#### [THE DATA]
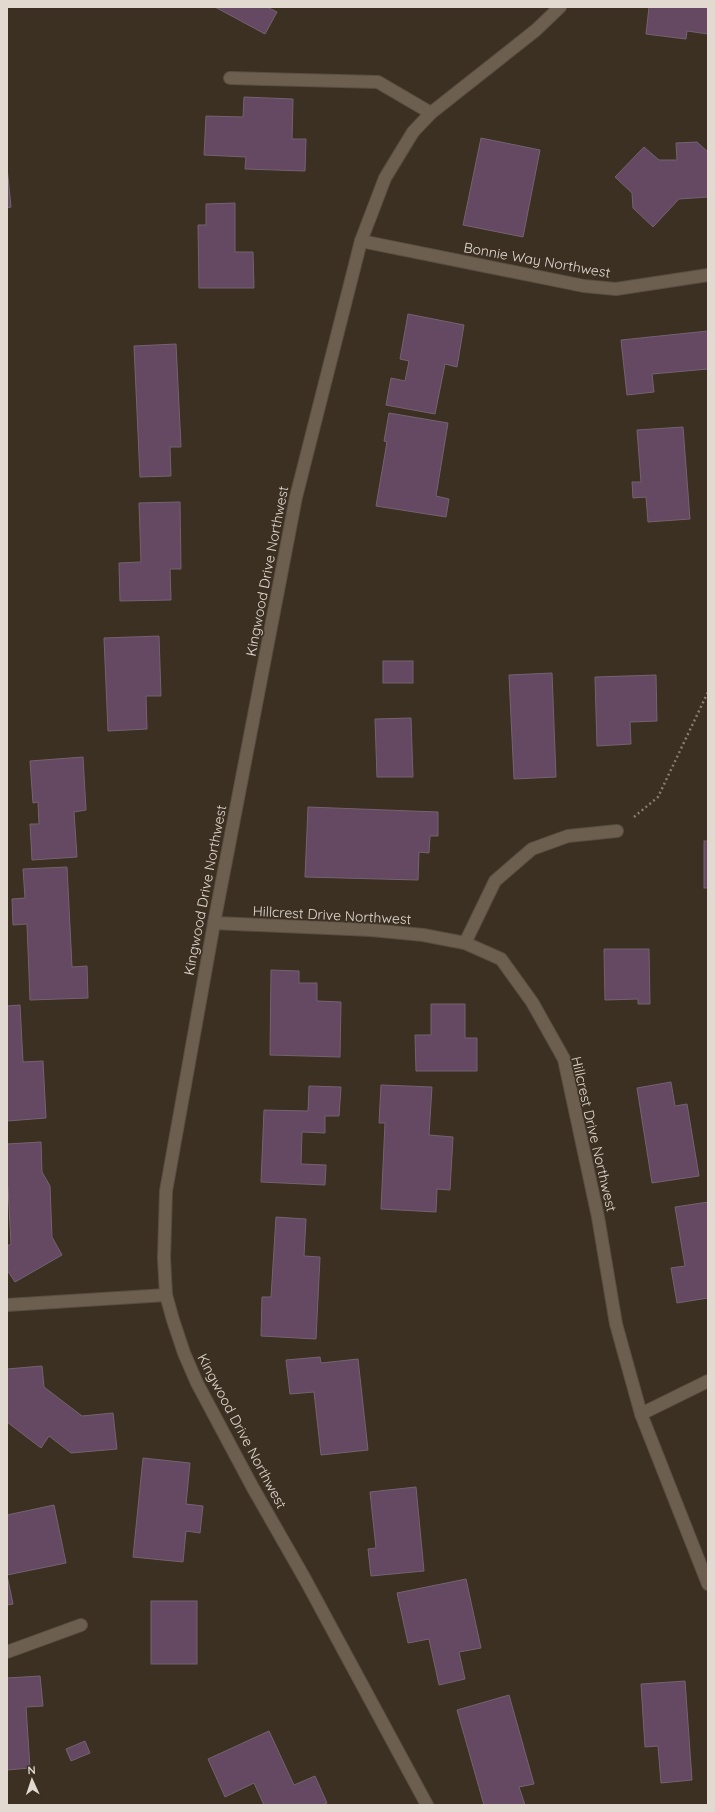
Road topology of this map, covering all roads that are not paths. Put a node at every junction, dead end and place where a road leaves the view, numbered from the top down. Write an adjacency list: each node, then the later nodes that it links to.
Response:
1 (560, 7): 3 (street, Kingwood Drive Northwest)
2 (230, 78): 3 (street)
3 (431, 113): 4 (street, Kingwood Drive Northwest)
4 (361, 241): 5 (street, Bonnie Way Northwest); 7 (street, Kingwood Drive Northwest)
5 (708, 275)
6 (617, 831): 8 (street)
7 (214, 923): 8 (street, Hillcrest Drive Northwest); 9 (street, Kingwood Drive Northwest)
8 (465, 943): 12 (street, Hillcrest Drive Northwest)
9 (166, 1295): 10 (street); 16 (street, Kingwood Drive Northwest)
10 (7, 1305)
11 (708, 1381): 12 (street)
12 (641, 1414): 13 (street, Hillcrest Drive Northwest)
13 (708, 1584)
14 (82, 1625): 15 (street)
15 (7, 1652)
16 (427, 1805)

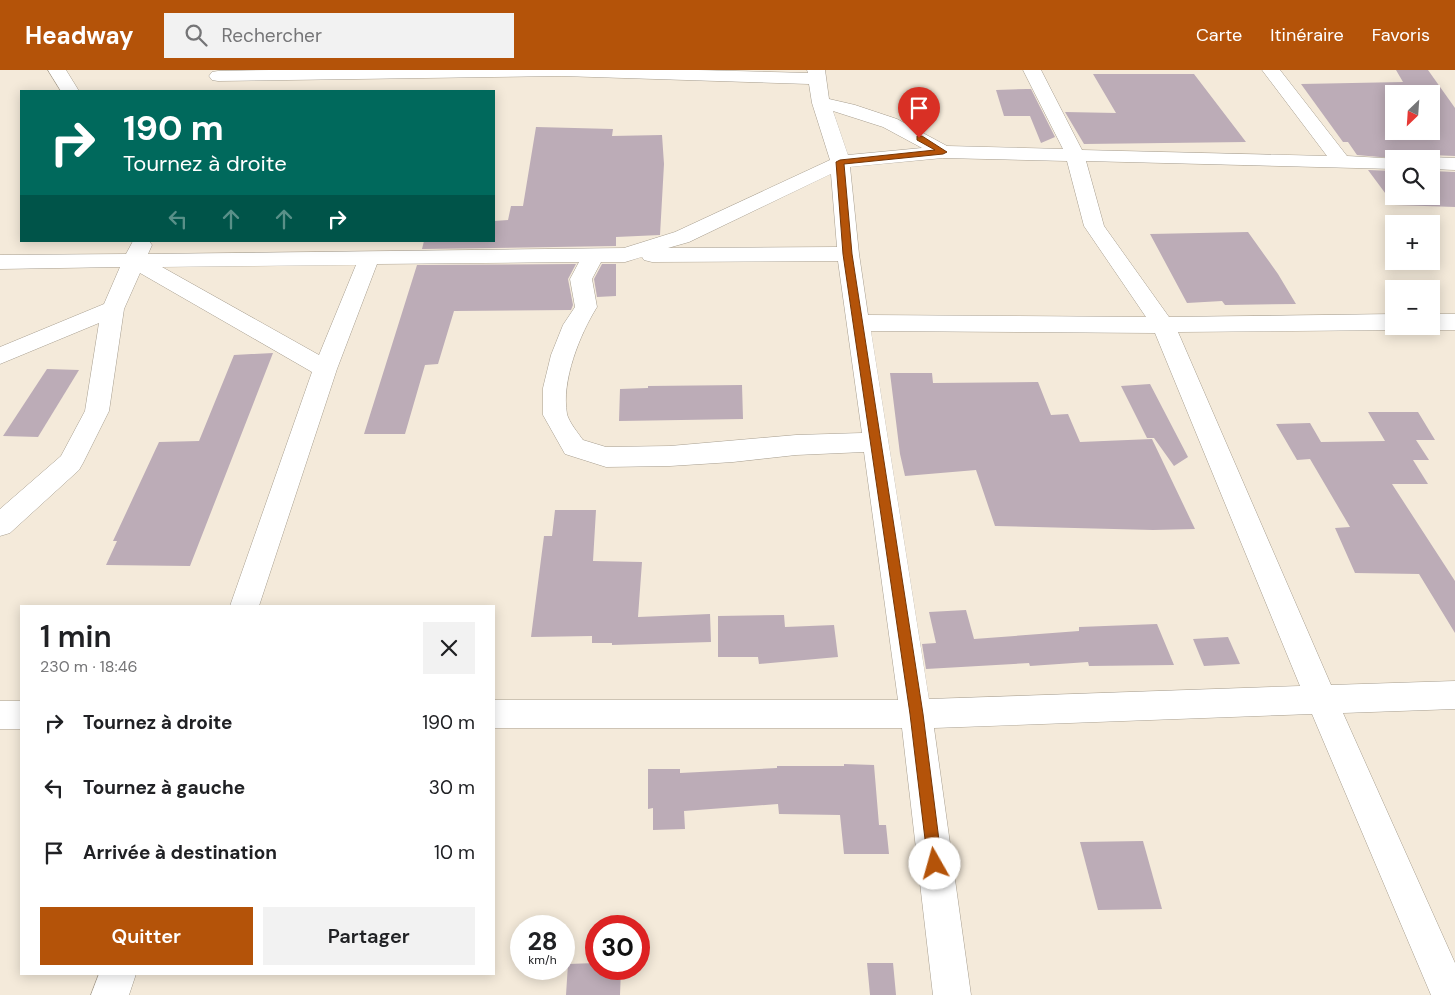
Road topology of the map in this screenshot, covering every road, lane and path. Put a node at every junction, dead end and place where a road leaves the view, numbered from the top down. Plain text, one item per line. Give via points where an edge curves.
1 (57, 70) edge
2 (1032, 70) edge
3 (1270, 70) edge
4 (562, 71) edge
5 (218, 79) edge
6 (818, 84) edge
7 (69, 90) edge
8 (943, 152) junction
9 (1075, 155) junction
10 (840, 162) junction
11 (1342, 162) junction
12 (1385, 163) edge
13 (1440, 163) edge
14 (1455, 164) edge
15 (134, 248) edge
16 (848, 254) junction
17 (626, 255) junction
18 (593, 256) junction
19 (369, 258) junction
20 (0, 262) edge
21 (113, 309) junction
22 (1385, 322) edge
23 (1440, 322) edge
24 (1455, 322) edge
25 (859, 324) junction
26 (1163, 325) junction
27 (0, 356) edge
28 (325, 369) junction
29 (876, 442) junction
30 (0, 525) edge
31 (245, 605) edge
32 (1455, 695) edge
33 (1321, 699) junction
34 (495, 714) edge
35 (916, 714) junction
36 (0, 715) edge
37 (20, 715) edge
38 (117, 975) edge
39 (110, 995) edge
40 (952, 995) edge
41 (1450, 995) edge

1 - 7 street
2 - 9 street
3 - 11 street
4 - 5 street
4 - 6 street
6 - 8 street via 850,109 890,123
6 - 10 street
8 - 9 street
8 - 10 street
9 - 11 street
9 - 26 street via 1094,226
10 - 16 street
10 - 17 street via 682,237
11 - 12 street
13 - 14 street
15 - 19 street
15 - 20 street
15 - 21 street
15 - 28 street
16 - 17 street
16 - 25 street
17 - 18 street
18 - 19 street
18 - 29 street via 581,278 586,307 574,325 555,388 556,415 574,447 606,457 670,456 796,444
19 - 28 street
21 - 27 street
21 - 30 street via 97,411 70,463
22 - 26 street
23 - 24 street
25 - 26 street
25 - 29 street
26 - 33 street
28 - 31 street
29 - 35 street
32 - 33 street
33 - 35 street
33 - 41 street
34 - 35 street
35 - 40 street
36 - 37 street
38 - 39 street

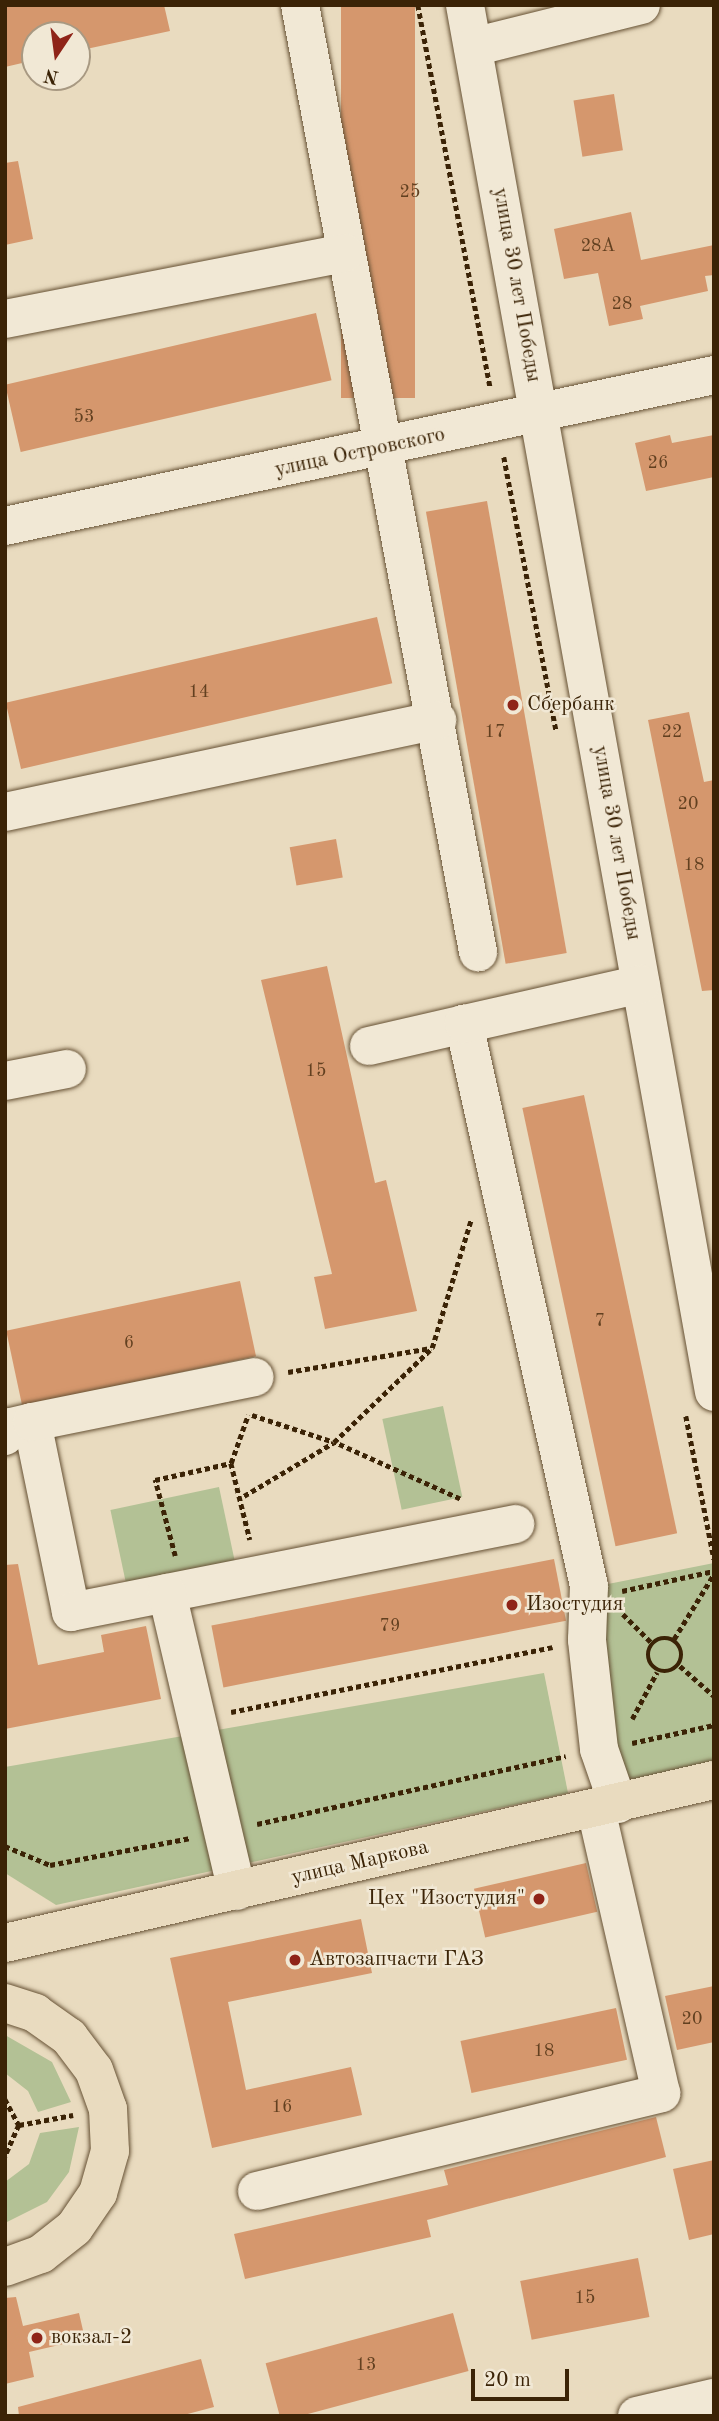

#### [EXERCISE]
The copy should hold exactly the lines from the line containing "Road topology of the" through the end of the data, both ends included, and no pictures.

#### [RESPONSE BELOW]
Road topology of the map in this screenshot, covering every road, lane and path. Put a node at every junction, dead end and place where a road leaves the view, numbered from the top down. Plain text, one item per line. Give via points where an edge curves.
1 (57, 70) edge
2 (1032, 70) edge
3 (1270, 70) edge
4 (562, 71) edge
5 (218, 79) edge
6 (818, 84) edge
7 (69, 90) edge
8 (943, 152) junction
9 (1075, 155) junction
10 (840, 162) junction
11 (1342, 162) junction
12 (1385, 163) edge
13 (1440, 163) edge
14 (1455, 164) edge
15 (134, 248) edge
16 (848, 254) junction
17 (626, 255) junction
18 (593, 256) junction
19 (369, 258) junction
20 (0, 262) edge
21 (113, 309) junction
22 (1385, 322) edge
23 (1440, 322) edge
24 (1455, 322) edge
25 (859, 324) junction
26 (1163, 325) junction
27 (0, 356) edge
28 (325, 369) junction
29 (876, 442) junction
30 (0, 525) edge
31 (245, 605) edge
32 (1455, 695) edge
33 (1321, 699) junction
34 (495, 714) edge
35 (916, 714) junction
36 (0, 715) edge
37 (20, 715) edge
38 (117, 975) edge
39 (110, 995) edge
40 (952, 995) edge
41 (1450, 995) edge

1 - 7 street
2 - 9 street
3 - 11 street
4 - 5 street
4 - 6 street
6 - 8 street via 850,109 890,123
6 - 10 street
8 - 9 street
8 - 10 street
9 - 11 street
9 - 26 street via 1094,226
10 - 16 street
10 - 17 street via 682,237
11 - 12 street
13 - 14 street
15 - 19 street
15 - 20 street
15 - 21 street
15 - 28 street
16 - 17 street
16 - 25 street
17 - 18 street
18 - 19 street
18 - 29 street via 581,278 586,307 574,325 555,388 556,415 574,447 606,457 670,456 796,444
19 - 28 street
21 - 27 street
21 - 30 street via 97,411 70,463
22 - 26 street
23 - 24 street
25 - 26 street
25 - 29 street
26 - 33 street
28 - 31 street
29 - 35 street
32 - 33 street
33 - 35 street
33 - 41 street
34 - 35 street
35 - 40 street
36 - 37 street
38 - 39 street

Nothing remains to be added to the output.